Julian spoke back, pleading with Drayden to stop. But static began to disrupt his message.
“Sorry it had to end like this,” Drayden went on. “You’re the last of Gray Squadron. Do me proud. Godspeed Julian. I’ve sent remaining— Head to— fighter squadrons at—”
Julian spoke again, trying to receive a response. But the static remained, the communications collapsing and then going dead. He shouted, demanding the admiral answer him back.
“Damn you Drayden.”
Julian thought himself prepared for this. Just another battle, he wanted to say, his mind hardened for war. Logic and orders replacing any need to feel.
However, at that very moment, his armor was gone, his psyche naked to the fear. Julian took off his flight mask and threw it off to the side in anger. Sweat dripped down through his hair, as he swore.
Out in the cockpit window, Julian spotted the airless moon that carried Bydandia base. It was nothing but a world born of cement-like rock, a patchwork of military installations it’s only worth. But not to Julian.
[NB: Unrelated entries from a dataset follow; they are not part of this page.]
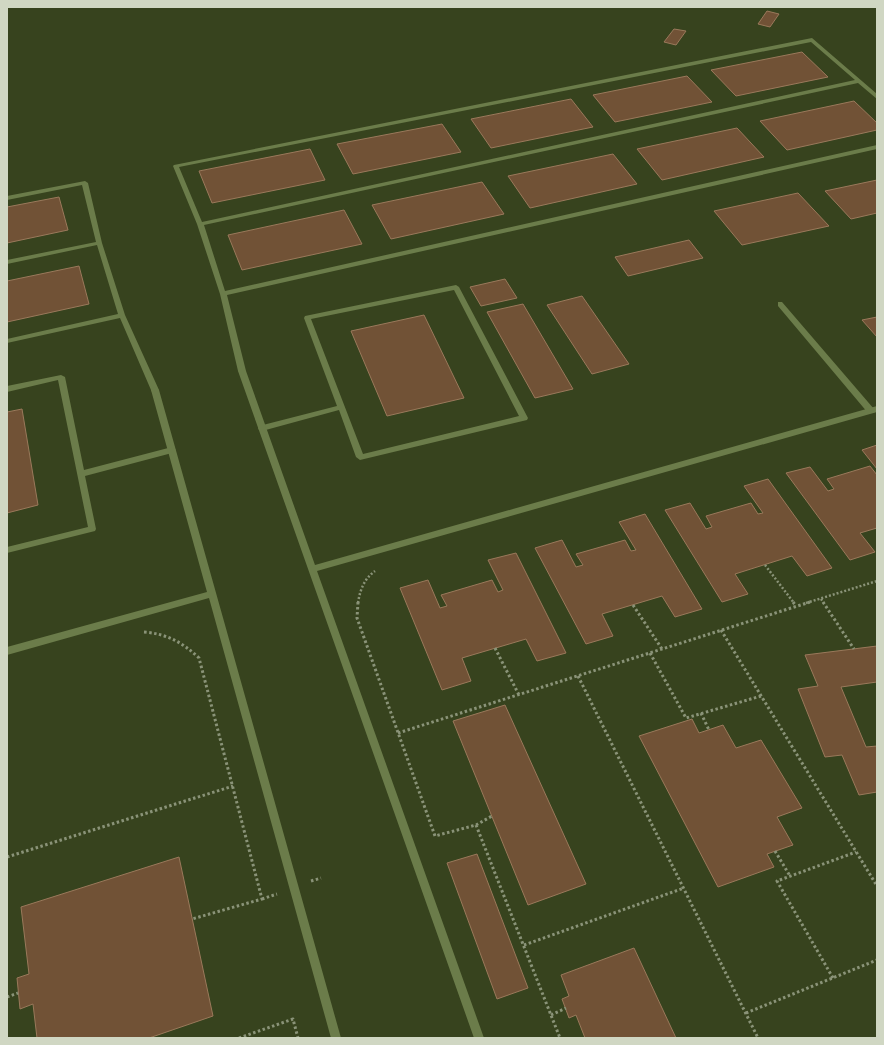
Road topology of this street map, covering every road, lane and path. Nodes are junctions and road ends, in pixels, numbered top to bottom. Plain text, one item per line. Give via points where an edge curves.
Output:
1 (859, 81) junction
2 (877, 97) edge
3 (877, 147) edge
4 (7, 198) edge
5 (200, 224) junction
6 (99, 244) junction
7 (7, 262) edge
8 (223, 294) junction
9 (780, 304) dead end
10 (122, 315) junction
11 (7, 341) edge
12 (7, 389) edge
13 (341, 407) junction
14 (874, 410) edge
15 (262, 428) junction
16 (172, 450) junction
17 (80, 474) junction
18 (7, 550) edge
19 (765, 565) dead end
20 (312, 569) junction
21 (376, 570) dead end
22 (877, 581) edge
23 (212, 594) junction
24 (821, 599) junction
25 (633, 605) dead end
26 (796, 606) junction
27 (722, 630) junction
28 (143, 632) dead end
29 (495, 648) dead end
30 (662, 649) junction
31 (854, 649) dead end
32 (7, 651) edge
33 (650, 653) junction
34 (578, 676) junction
35 (518, 695) junction
36 (761, 696) junction
37 (702, 713) junction
38 (709, 730) dead end
39 (398, 733) junction
40 (232, 786) junction
41 (492, 816) dead end
42 (476, 824) junction
43 (776, 851) dead end
44 (856, 852) junction
45 (7, 857) edge
46 (790, 876) junction
47 (877, 886) edge
48 (684, 888) junction
49 (192, 919) dead end
50 (524, 944) junction
51 (877, 960) edge
52 (833, 978) junction
53 (18, 993) dead end
54 (7, 997) edge
55 (566, 1008) dead end
56 (746, 1013) junction
57 (551, 1015) junction
58 (239, 1038) edge
59 (298, 1038) edge
60 (336, 1038) edge
61 (479, 1038) edge
62 (560, 1038) edge
63 (758, 1038) edge

1 - 2 street
1 - 5 street
1 - 5 street via 812,40 176,166
3 - 8 street
4 - 6 street via 85,183
5 - 8 street
6 - 7 street
6 - 10 street
8 - 15 street via 242,371
9 - 14 street
10 - 11 street
10 - 16 street via 155,390
12 - 17 street via 61,377
13 - 13 street via 360,457 524,418 456,287 308,318
13 - 15 street
14 - 20 street
15 - 20 street
16 - 17 street
16 - 23 street
17 - 18 street via 92,529
19 - 26 path
20 - 61 street
21 - 39 path via 370,574 358,594 357,618
22 - 24 path
23 - 32 street
23 - 60 street
24 - 26 path
24 - 31 path
25 - 30 path
26 - 27 path
27 - 30 path
27 - 36 path
28 - 40 path via 158,633 183,643 199,658
29 - 35 path
30 - 33 path
33 - 34 path
33 - 37 path via 686,718
34 - 35 path
34 - 48 path
35 - 39 path
36 - 37 path
36 - 44 path
37 - 38 path
39 - 42 path via 435,836
40 - 45 path
40 - 49 path via 262,900
41 - 42 path
42 - 50 path
43 - 46 path
44 - 46 path
44 - 47 path
46 - 52 path via 777,881
48 - 50 path
48 - 56 path
50 - 57 path
51 - 52 path
52 - 56 path
53 - 54 path
55 - 57 path
56 - 63 path
57 - 62 path
58 - 59 path via 293,1019

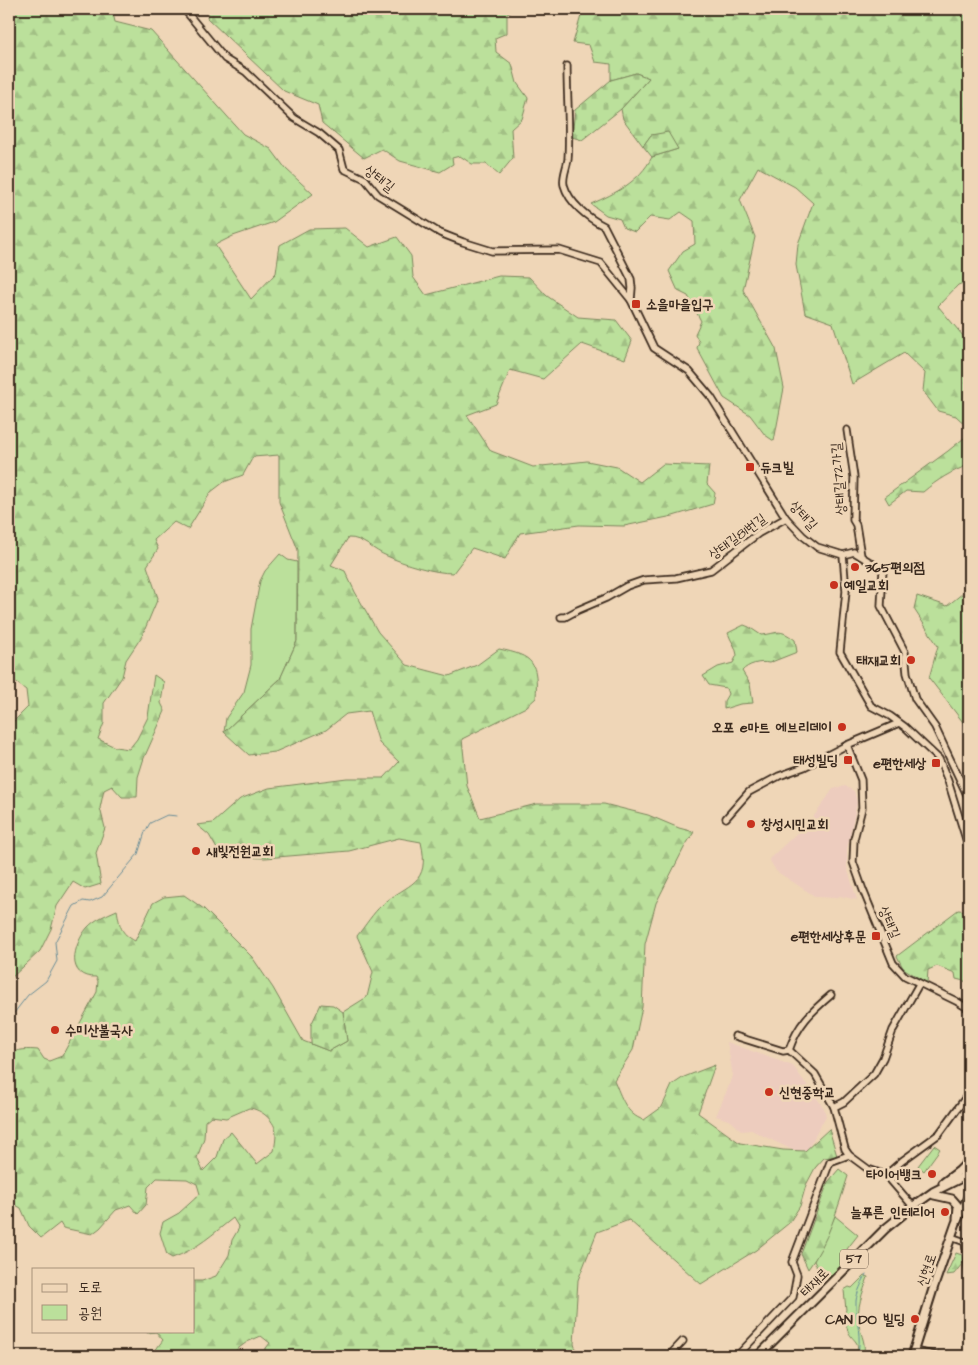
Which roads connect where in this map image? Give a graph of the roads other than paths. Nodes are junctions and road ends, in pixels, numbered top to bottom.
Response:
1 (184, 9) edge
2 (567, 66) dead end
3 (631, 300) junction
4 (847, 430) dead end
5 (786, 518) junction
6 (843, 555) junction
7 (861, 556) junction
8 (561, 617) dead end
9 (899, 723) junction
10 (847, 745) junction
11 (944, 748) junction
12 (933, 754) junction
13 (969, 799) edge
14 (726, 818) dead end
15 (969, 849) edge
16 (919, 984) junction
17 (831, 995) dead end
18 (969, 1009) edge
19 (735, 1036) dead end
20 (790, 1050) junction
21 (969, 1093) edge
22 (834, 1107) junction
23 (849, 1155) junction
24 (969, 1161) edge
25 (886, 1174) junction
26 (966, 1178) edge
27 (931, 1194) junction
28 (969, 1194) edge
29 (911, 1204) junction
30 (969, 1204) edge
31 (956, 1223) junction
32 (885, 1229) junction
33 (951, 1237) junction
34 (969, 1275) edge
35 (683, 1341) dead end
36 (912, 1353) edge
37 (669, 1356) edge
38 (737, 1356) edge
39 (758, 1356) edge
40 (762, 1356) edge
41 (940, 1356) edge

1 - 3 street, 상태길
2 - 3 street, 상태길
3 - 5 street, 상태길
4 - 7 street, 상태길72가길
5 - 6 street, 상태길
5 - 8 street, 상태길81번길
6 - 7 street, 상태길
6 - 9 street
7 - 11 street
9 - 10 street
9 - 12 street
10 - 14 street
10 - 16 street, 상태길
11 - 12 street
11 - 13 street
12 - 15 street
16 - 18 street, 상태길
16 - 22 street
17 - 20 street
19 - 20 street
20 - 22 street
21 - 25 street
22 - 23 street
23 - 25 street
23 - 38 street
24 - 27 main road
25 - 29 street
26 - 27 main road, 태재로 / 57
27 - 29 main road
27 - 31 main road
27 - 32 main road, 태재로 / 57
27 - 40 main road, 태재로 / 57
28 - 31 main road, 신현로
29 - 32 main road
30 - 31 main road
31 - 33 main road, 신현로
32 - 39 main road, 태재로 / 57
33 - 34 street
33 - 36 main road, 신현로
35 - 37 street
36 - 41 street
He placed his hand on the glass window, trying to touch what was there.
“Nalia,” he said, imagining her face in the reflection.
It shouldn’t have mattered. Not as time was running out. Not when the mission was at stake. But still, he wanted to give in.
Please
.
Just get off that base!
Julian went on, practically begging for a response.
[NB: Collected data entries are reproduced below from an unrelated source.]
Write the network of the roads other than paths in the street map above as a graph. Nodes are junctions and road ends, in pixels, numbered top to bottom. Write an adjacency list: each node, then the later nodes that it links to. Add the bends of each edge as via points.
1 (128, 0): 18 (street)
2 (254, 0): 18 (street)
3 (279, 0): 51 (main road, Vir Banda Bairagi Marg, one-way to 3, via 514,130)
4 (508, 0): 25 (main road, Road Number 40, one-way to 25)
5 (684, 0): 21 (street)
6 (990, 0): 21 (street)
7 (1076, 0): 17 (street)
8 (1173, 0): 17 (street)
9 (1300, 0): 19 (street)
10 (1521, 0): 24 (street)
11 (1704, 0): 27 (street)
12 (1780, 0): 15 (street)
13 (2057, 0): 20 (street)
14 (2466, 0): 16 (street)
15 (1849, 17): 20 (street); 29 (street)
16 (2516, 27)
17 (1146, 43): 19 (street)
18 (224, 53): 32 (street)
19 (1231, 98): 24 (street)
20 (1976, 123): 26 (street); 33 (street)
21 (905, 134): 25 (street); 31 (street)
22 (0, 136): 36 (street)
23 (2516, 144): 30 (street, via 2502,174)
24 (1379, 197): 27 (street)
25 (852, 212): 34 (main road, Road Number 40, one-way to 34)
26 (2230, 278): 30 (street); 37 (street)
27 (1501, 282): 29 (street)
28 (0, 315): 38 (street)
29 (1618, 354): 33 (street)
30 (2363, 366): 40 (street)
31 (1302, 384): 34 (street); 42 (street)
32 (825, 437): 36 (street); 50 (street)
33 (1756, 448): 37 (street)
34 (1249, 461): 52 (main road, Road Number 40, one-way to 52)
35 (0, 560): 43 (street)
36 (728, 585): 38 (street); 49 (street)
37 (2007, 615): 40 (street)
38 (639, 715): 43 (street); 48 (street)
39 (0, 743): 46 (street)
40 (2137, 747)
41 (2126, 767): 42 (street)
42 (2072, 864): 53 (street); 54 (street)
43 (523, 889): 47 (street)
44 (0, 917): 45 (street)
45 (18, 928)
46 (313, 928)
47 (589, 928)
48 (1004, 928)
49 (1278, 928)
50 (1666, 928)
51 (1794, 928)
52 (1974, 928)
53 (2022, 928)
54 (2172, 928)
The comm was still down. The distance between them separated by space and now war. Nothing would come. Julian already knew.
There was only the alarm. The scans disrupted with more interference, and rising enemy activity.
He couldn’t ignore it any longer. Nalia’s face had slipped away from his thoughts. Not only was the danger growing, but a flash of light overran his sight. The sharp glare began flooding in from the cockpit windows, the entity seeking to press through.
Space, and any discernible view, was now gone.
The enemy, he told himself. The enemy was here.
He turned to his sensors, the computer analyzing the scans. The gravity in the area started to dramatically escalate. All the while waves of radiation rippled through the system. Perhaps it was a weapon, a last ditch anti-matter bombardment to fend off the enemy advance.
Julian went to the scans, hoping to find it — some sign of resistance.
He was wrong. The computer could read no traces indicating an explosion. What came in its place, was the presence. An incoming mass close to the size of a minor planet. The trail of spatial distortions was swelling. And now, the entity was moving. The speed accelerating.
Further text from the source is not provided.